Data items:

****

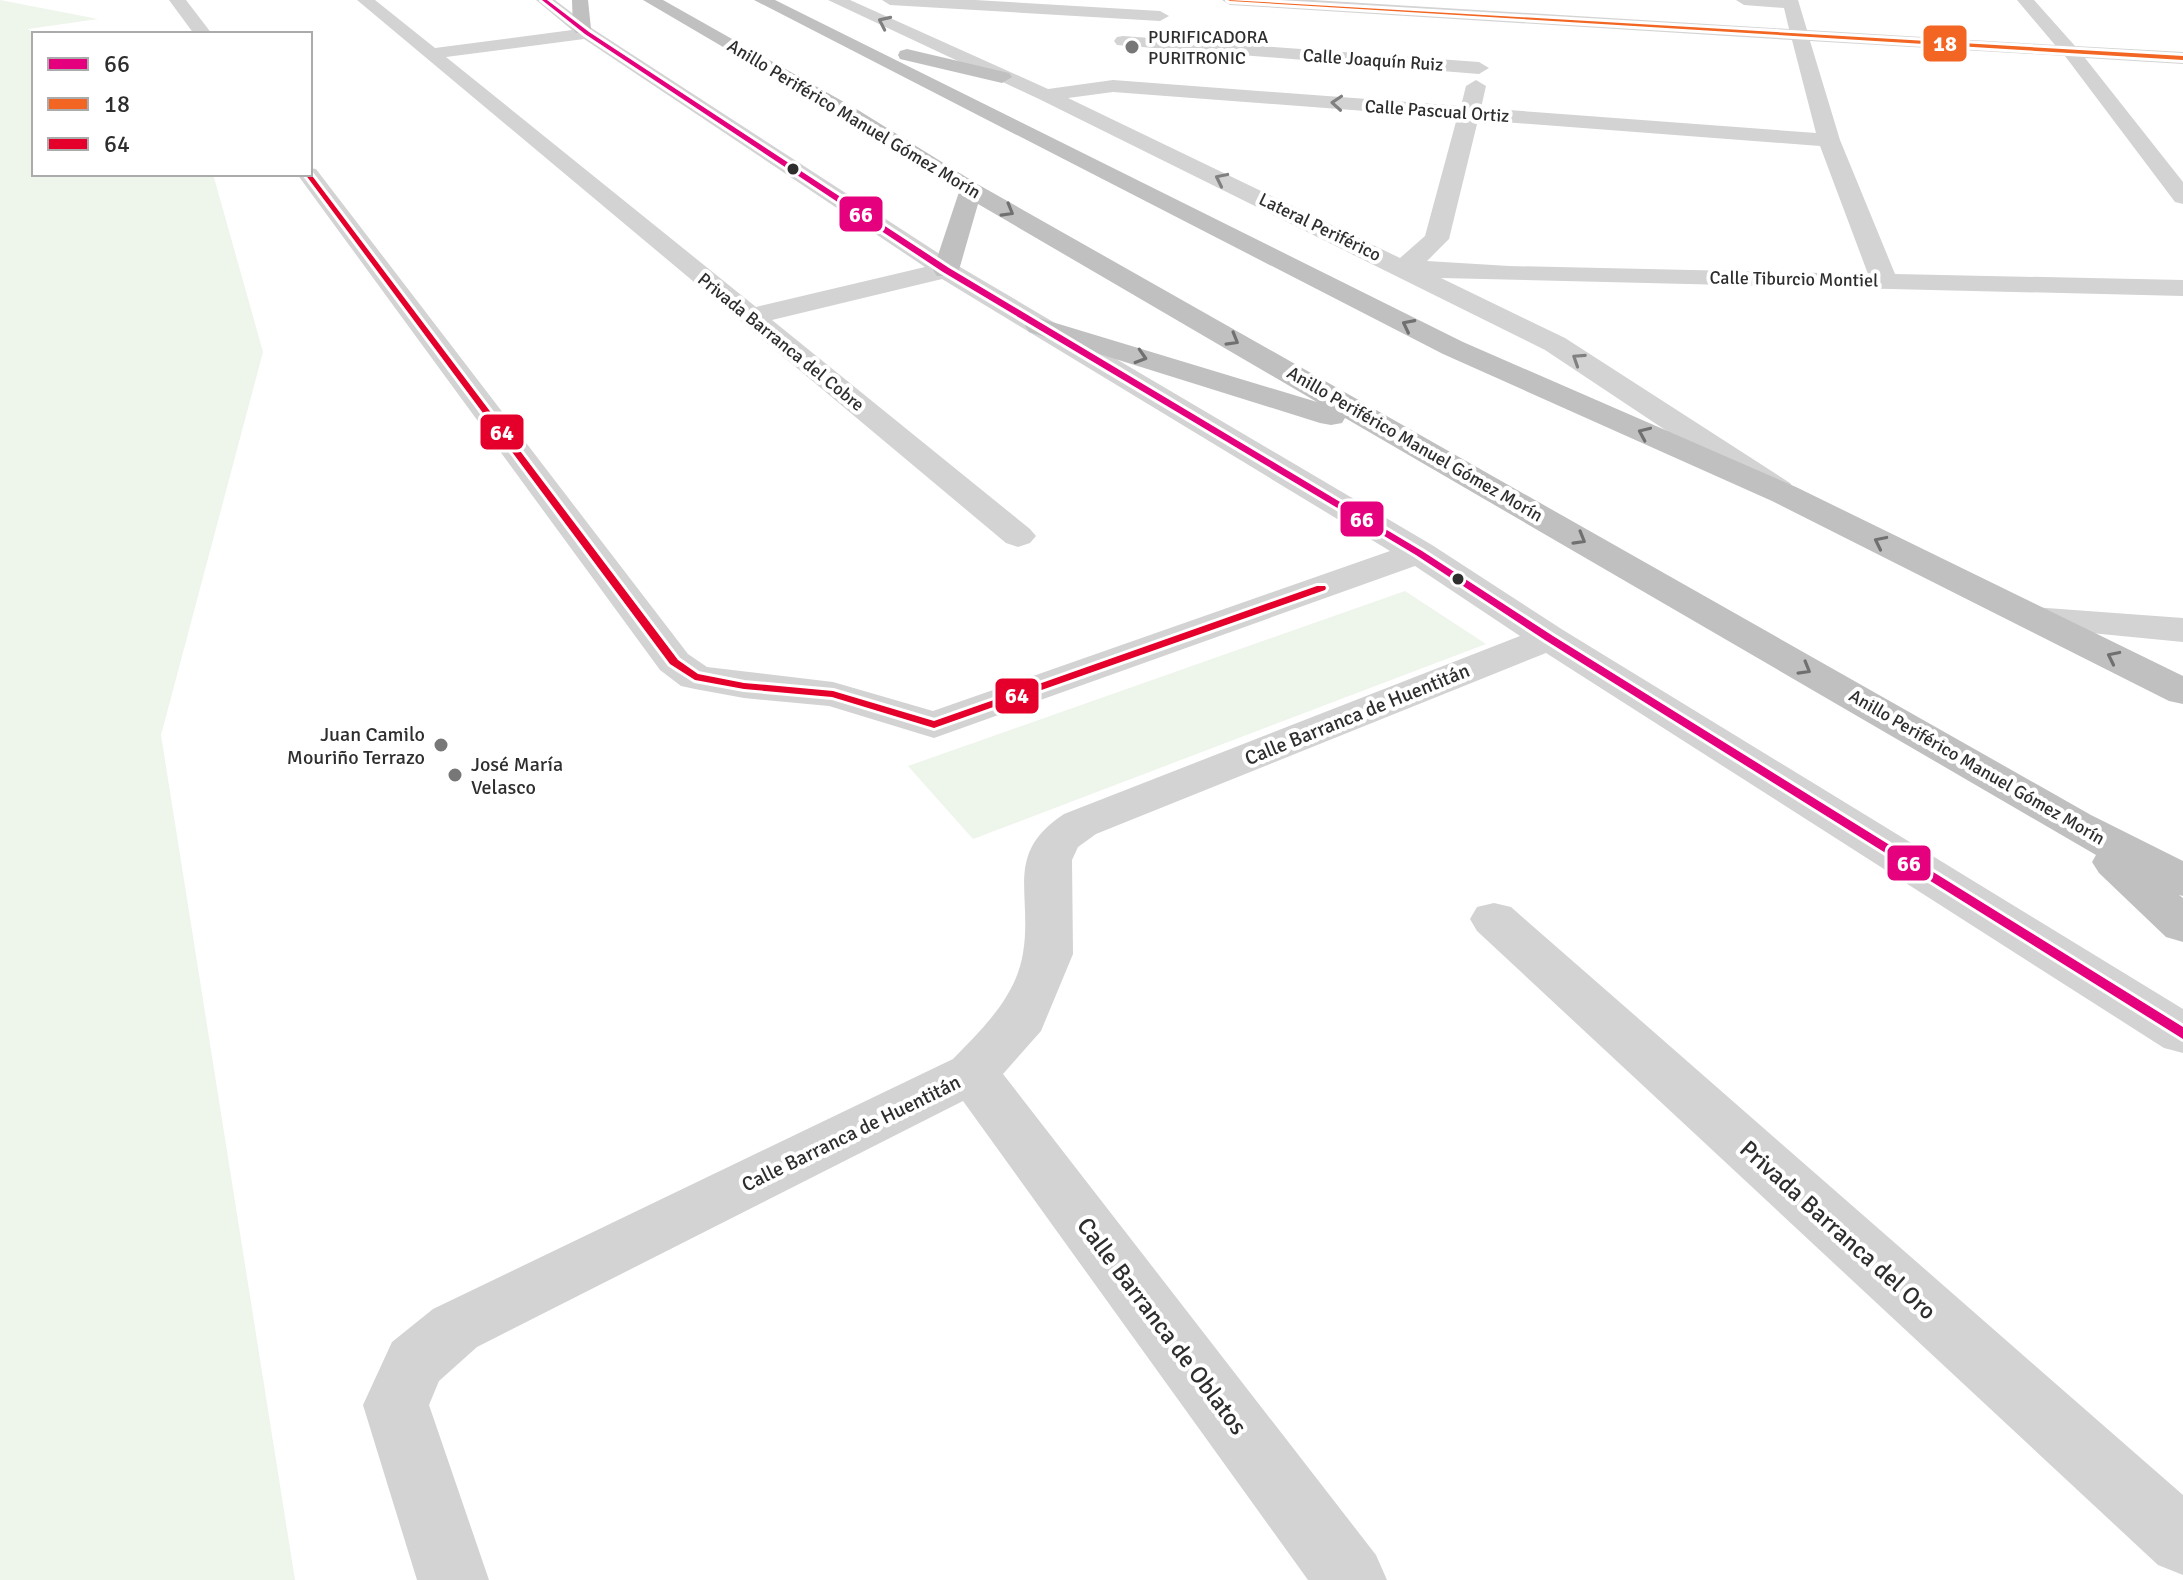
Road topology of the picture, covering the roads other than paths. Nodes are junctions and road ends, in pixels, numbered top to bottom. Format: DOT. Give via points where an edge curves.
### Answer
graph roads {
  1 [pos="177,0"];
  2 [pos="365,0"];
  3 [pos="544,0"];
  4 [pos="651,0"];
  5 [pos="762,0"];
  6 [pos="836,0"];
  7 [pos="890,0"];
  8 [pos="1230,0"];
  9 [pos="1744,0"];
  10 [pos="2025,0"];
  11 [pos="1791,1"];
  12 [pos="1499,9"];
  13 [pos="583,21"];
  14 [pos="201,32"];
  15 [pos="1801,35"];
  16 [pos="836,38"];
  17 [pos="2070,51"];
  18 [pos="431,54"];
  19 [pos="2183,58"];
  20 [pos="1084,68"];
  21 [pos="1479,68"];
  22 [pos="1002,77"];
  23 [pos="1046,95"];
  24 [pos="1470,113"];
  25 [pos="1829,140"];
  26 [pos="310,176"];
  27 [pos="971,190"];
  28 [pos="2183,197"];
  29 [pos="1405,268"];
  30 [pos="946,270"];
  31 [pos="1884,280"];
  32 [pos="2183,288"];
  33 [pos="750,317"];
  34 [pos="1039,326"];
  35 [pos="1408,440"];
  36 [pos="1784,494"];
  37 [pos="1018,536"];
  38 [pos="1419,553"];
  39 [pos="2033,618"];
  40 [pos="2183,630"];
  41 [pos="1549,638"];
  42 [pos="2183,692"];
  43 [pos="2075,825"];
  44 [pos="2183,880"];
  45 [pos="2183,892"];
  46 [pos="1494,919"];
  47 [pos="2183,925"];
  48 [pos="2183,1034"];
  49 [pos="972,1073"];
  50 [pos="2183,1541"];
  51 [pos="453,1580"];
  52 [pos="1351,1580"];
  1 -- 14 [label="street"];
  2 -- 18 [label="street, Privada Barranca del Cobre"];
  3 -- 13 [label="street"];
  4 -- 27 [label="highway, Anillo Periférico Manuel Gómez Morín" via="851,114"];
  5 -- 16 [label="highway"];
  22 -- 6 [label="street, Lateral Periférico, one-way"];
  7 -- 21 [label="street, Calle Joaquín Ruiz" via="1165,12 1116,46"];
  8 -- 12 [label="street"];
  9 -- 11 [label="street"];
  10 -- 17 [label="street"];
  11 -- 15 [label="street"];
  12 -- 15 [label="street"];
  12 -- 21 [label="street"];
  13 -- 18 [label="street"];
  13 -- 30 [label="street"];
  15 -- 17 [label="street"];
  15 -- 25 [label="street"];
  16 -- 22 [label="highway"];
  36 -- 16 [label="highway, one-way" via="1453,348"];
  17 -- 19 [label="street"];
  17 -- 28 [label="street"];
  18 -- 33 [label="street, Privada Barranca del Cobre"];
  20 -- 23 [label="street"];
  21 -- 24 [label="street"];
  22 -- 23 [label="street, Lateral Periférico"];
  24 -- 23 [label="street, Calle Pascual Ortiz, one-way" via="1113,86"];
  29 -- 23 [label="street, Lateral Periférico, one-way"];
  24 -- 25 [label="street, Calle Pascual Ortiz"];
  24 -- 29 [label="street" via="1437,239"];
  25 -- 31 [label="street"];
  26 -- 38 [label="street" via="674,662 695,677 833,694 934,725"];
  27 -- 30 [label="highway"];
  27 -- 35 [label="highway, Anillo Periférico Manuel Gómez Morín, one-way"];
  29 -- 31 [label="street, Calle Tiburcio Montiel"];
  36 -- 29 [label="street, Lateral Periférico, one-way" via="1555,344"];
  30 -- 33 [label="street"];
  30 -- 34 [label="street"];
  31 -- 32 [label="street, Calle Tiburcio Montiel"];
  33 -- 37 [label="street, Privada Barranca del Cobre"];
  34 -- 35 [label="highway, one-way"];
  34 -- 38 [label="street"];
  35 -- 43 [label="highway, Anillo Periférico Manuel Gómez Morín, one-way"];
  39 -- 36 [label="highway, one-way"];
  38 -- 41 [label="street"];
  39 -- 40 [label="street"];
  42 -- 39 [label="highway, one-way"];
  41 -- 48 [label="street"];
  41 -- 49 [label="street, Calle Barranca de Huentitán" via="1080,824 1058,839 1049,860 1048,954 1023,1018"];
  43 -- 44 [label="highway, Anillo Periférico Manuel Gómez Morín"];
  43 -- 45 [label="highway"];
  43 -- 47 [label="highway"];
  46 -- 50 [label="street, Privada Barranca del Oro"];
  49 -- 51 [label="street, Calle Barranca de Huentitán" via="455,1328 415,1362 396,1405"];
  49 -- 52 [label="street, Calle Barranca de Oblatos"];
}
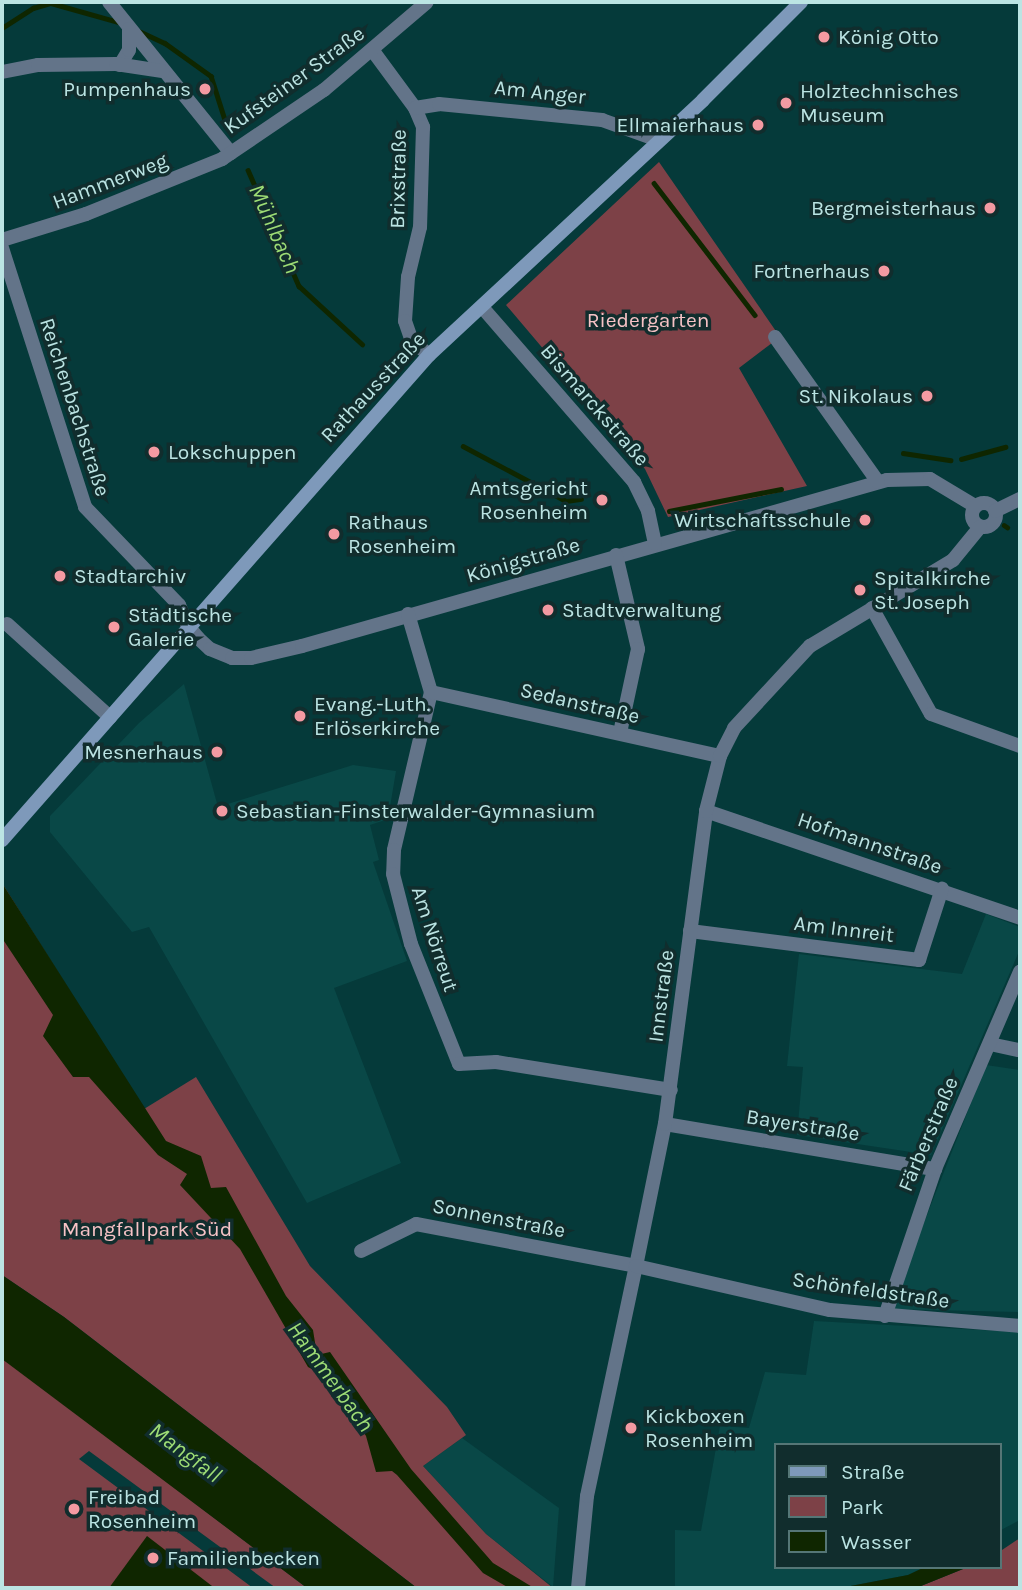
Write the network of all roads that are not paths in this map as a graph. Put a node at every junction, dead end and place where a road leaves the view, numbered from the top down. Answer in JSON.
{"nodes":[{"id":1,"x":427,"y":2,"type":"edge"},
{"id":2,"x":801,"y":2,"type":"edge"},
{"id":3,"x":112,"y":6,"type":"edge"},
{"id":4,"x":129,"y":29,"type":"junction"},
{"id":5,"x":373,"y":51,"type":"junction"},
{"id":6,"x":120,"y":65,"type":"junction"},
{"id":7,"x":162,"y":71,"type":"junction"},
{"id":8,"x":2,"y":72,"type":"edge"},
{"id":9,"x":415,"y":108,"type":"junction"},
{"id":10,"x":657,"y":140,"type":"junction"},
{"id":11,"x":231,"y":153,"type":"junction"},
{"id":12,"x":2,"y":240,"type":"edge"},
{"id":13,"x":2,"y":248,"type":"edge"},
{"id":14,"x":482,"y":307,"type":"junction"},
{"id":15,"x":775,"y":337,"type":"dead end"},
{"id":16,"x":429,"y":355,"type":"junction"},
{"id":17,"x":878,"y":482,"type":"junction"},
{"id":18,"x":1020,"y":499,"type":"edge"},
{"id":19,"x":975,"y":506,"type":"junction"},
{"id":20,"x":995,"y":511,"type":"junction"},
{"id":21,"x":980,"y":527,"type":"junction"},
{"id":22,"x":655,"y":543,"type":"junction"},
{"id":23,"x":616,"y":555,"type":"junction"},
{"id":24,"x":872,"y":608,"type":"junction"},
{"id":25,"x":408,"y":614,"type":"junction"},
{"id":26,"x":7,"y":624,"type":"dead end"},
{"id":27,"x":188,"y":626,"type":"junction"},
{"id":28,"x":431,"y":692,"type":"junction"},
{"id":29,"x":110,"y":716,"type":"junction"},
{"id":30,"x":620,"y":733,"type":"junction"},
{"id":31,"x":1020,"y":746,"type":"edge"},
{"id":32,"x":720,"y":757,"type":"junction"},
{"id":33,"x":706,"y":811,"type":"junction"},
{"id":34,"x":2,"y":840,"type":"edge"},
{"id":35,"x":942,"y":889,"type":"junction"},
{"id":36,"x":1020,"y":918,"type":"edge"},
{"id":37,"x":690,"y":931,"type":"junction"},
{"id":38,"x":1020,"y":972,"type":"edge"},
{"id":39,"x":990,"y":1044,"type":"junction"},
{"id":40,"x":1018,"y":1051,"type":"dead end"},
{"id":41,"x":671,"y":1090,"type":"junction"},
{"id":42,"x":665,"y":1124,"type":"junction"},
{"id":43,"x":935,"y":1169,"type":"junction"},
{"id":44,"x":360,"y":1251,"type":"dead end"},
{"id":45,"x":636,"y":1266,"type":"junction"},
{"id":46,"x":885,"y":1316,"type":"junction"},
{"id":47,"x":1020,"y":1326,"type":"edge"},
{"id":48,"x":578,"y":1588,"type":"edge"}],
"edges":[{"from":1,"to":5,"type":"street","name":"Kufsteiner Straße"},
{"from":2,"to":10,"type":"main road","name":"Rathausstraße"},
{"from":3,"to":4,"type":"street","name":"Kufsteiner Straße"},
{"from":4,"to":6,"type":"street"},
{"from":4,"to":7,"type":"street","name":"Kufsteiner Straße"},
{"from":5,"to":9,"type":"street","name":"Brixstraße"},
{"from":5,"to":11,"type":"street","name":"Kufsteiner Straße"},
{"from":6,"to":7,"type":"street"},
{"from":6,"to":8,"type":"street"},
{"from":7,"to":11,"type":"street","name":"Kufsteiner Straße"},
{"from":9,"to":10,"type":"street","name":"Am Anger"},
{"from":9,"to":16,"type":"street","name":"Brixstraße"},
{"from":10,"to":14,"type":"main road","name":"Rathausstraße"},
{"from":11,"to":12,"type":"street","name":"Hammerweg"},
{"from":13,"to":27,"type":"street","name":"Reichenbachstraße"},
{"from":14,"to":16,"type":"main road","name":"Rathausstraße"},
{"from":14,"to":22,"type":"street","name":"Bismarckstraße"},
{"from":15,"to":17,"type":"street"},
{"from":16,"to":27,"type":"main road","name":"Rathausstraße"},
{"from":17,"to":19,"type":"street","name":"Königstraße"},
{"from":17,"to":22,"type":"street","name":"Königstraße"},
{"from":18,"to":20,"type":"street"},
{"from":19,"to":20,"type":"street"},
{"from":19,"to":21,"type":"street"},
{"from":20,"to":21,"type":"street"},
{"from":21,"to":24,"type":"street","name":"Innstraße"},
{"from":22,"to":23,"type":"street","name":"Königstraße"},
{"from":23,"to":25,"type":"street","name":"Königstraße"},
{"from":23,"to":30,"type":"street"},
{"from":24,"to":31,"type":"street"},
{"from":24,"to":32,"type":"street","name":"Innstraße"},
{"from":25,"to":27,"type":"street","name":"Königstraße"},
{"from":25,"to":28,"type":"street","name":"Am Nörreut"},
{"from":26,"to":29,"type":"street"},
{"from":27,"to":29,"type":"main road","name":"Rathausstraße"},
{"from":28,"to":30,"type":"street","name":"Sedanstraße"},
{"from":28,"to":41,"type":"street","name":"Am Nörreut"},
{"from":29,"to":34,"type":"main road","name":"Rathausstraße"},
{"from":30,"to":32,"type":"street","name":"Sedanstraße"},
{"from":32,"to":33,"type":"street","name":"Innstraße"},
{"from":33,"to":35,"type":"street","name":"Hofmannstraße"},
{"from":33,"to":37,"type":"street","name":"Innstraße"},
{"from":35,"to":36,"type":"street","name":"Hofmannstraße"},
{"from":35,"to":37,"type":"street","name":"Am Innreit"},
{"from":37,"to":41,"type":"street","name":"Innstraße"},
{"from":38,"to":39,"type":"street","name":"Färberstraße"},
{"from":39,"to":40,"type":"street"},
{"from":39,"to":43,"type":"street","name":"Färberstraße"},
{"from":41,"to":42,"type":"street","name":"Innstraße"},
{"from":42,"to":43,"type":"street","name":"Bayerstraße"},
{"from":42,"to":45,"type":"street","name":"Innstraße"},
{"from":43,"to":46,"type":"street","name":"Färberstraße"},
{"from":44,"to":45,"type":"street","name":"Sonnenstraße"},
{"from":45,"to":46,"type":"street","name":"Schönfeldstraße"},
{"from":45,"to":48,"type":"street","name":"Innstraße"},
{"from":46,"to":47,"type":"street","name":"Schönfeldstraße"}]}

****

Aim of the task: The word "Ortiz" appears in some of the lines above. Copy those lines.

Expected output:
  24 -- 23 [label="street, Calle Pascual Ortiz, one-way" via="1113,86"];
  24 -- 25 [label="street, Calle Pascual Ortiz"];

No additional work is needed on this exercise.